# Standing vehicle permit question



## huntfishhurt (Jul 9, 2010)

I went on the dnr site and they only show a permanent one,do they offer a temporary one?

I am having back surgery at the end of the month,and i dont want to miss deer season,it is the only thing I look forward too every year.

Thanks


----------



## foxriver6 (Oct 23, 2007)

No hunt from a standing vehicle permit for a temporary condition. Even if permanent, the permit is rarely given as the criteria is very strict. Basically, if an individual can take two steps to exit a vehicle and sit down in a chair, there is not a legal need to take an animal from within or upon a motor vehicle. 

324.40114
(1) The department may issue a permit to a person who is unable to walk because the person is a paraplegic or an amputee or because of a disease or injury that has rendered the person permanently disabled.

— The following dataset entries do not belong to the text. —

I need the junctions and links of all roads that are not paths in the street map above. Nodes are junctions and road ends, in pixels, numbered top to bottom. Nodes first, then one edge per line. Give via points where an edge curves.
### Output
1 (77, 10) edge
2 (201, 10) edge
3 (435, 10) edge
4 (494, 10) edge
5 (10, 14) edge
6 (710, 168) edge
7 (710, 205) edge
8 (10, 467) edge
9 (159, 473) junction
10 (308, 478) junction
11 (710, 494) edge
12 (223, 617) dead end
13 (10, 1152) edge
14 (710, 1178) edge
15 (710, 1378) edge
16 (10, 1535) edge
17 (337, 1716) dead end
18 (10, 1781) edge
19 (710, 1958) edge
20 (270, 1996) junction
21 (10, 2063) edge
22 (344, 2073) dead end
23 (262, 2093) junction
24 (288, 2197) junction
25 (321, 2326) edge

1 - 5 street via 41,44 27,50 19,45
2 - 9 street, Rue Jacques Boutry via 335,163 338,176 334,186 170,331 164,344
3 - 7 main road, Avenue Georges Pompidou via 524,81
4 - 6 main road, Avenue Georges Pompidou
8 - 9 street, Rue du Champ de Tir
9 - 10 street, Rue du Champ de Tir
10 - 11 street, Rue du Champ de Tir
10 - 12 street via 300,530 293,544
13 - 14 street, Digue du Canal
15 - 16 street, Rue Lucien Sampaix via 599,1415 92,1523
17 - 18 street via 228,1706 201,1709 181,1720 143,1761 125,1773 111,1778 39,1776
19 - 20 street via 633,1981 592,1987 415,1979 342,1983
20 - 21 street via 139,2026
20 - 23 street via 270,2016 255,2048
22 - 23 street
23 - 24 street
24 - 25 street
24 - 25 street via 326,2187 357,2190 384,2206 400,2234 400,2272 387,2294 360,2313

A permit issued under this subsection authorizes the person to take game during the open season for that game, including deer of either sex, from or upon a standing vehicle if that person holds a license to take that game issued pursuant to part 435 and complies with all other laws and rules for the taking of game.


----------



## JWICKLUND (Feb 13, 2005)

Unfortunately you would not meet the requirements for a hunt from standing vehicle permit. Pehaps you can still make the late season hunts.


----------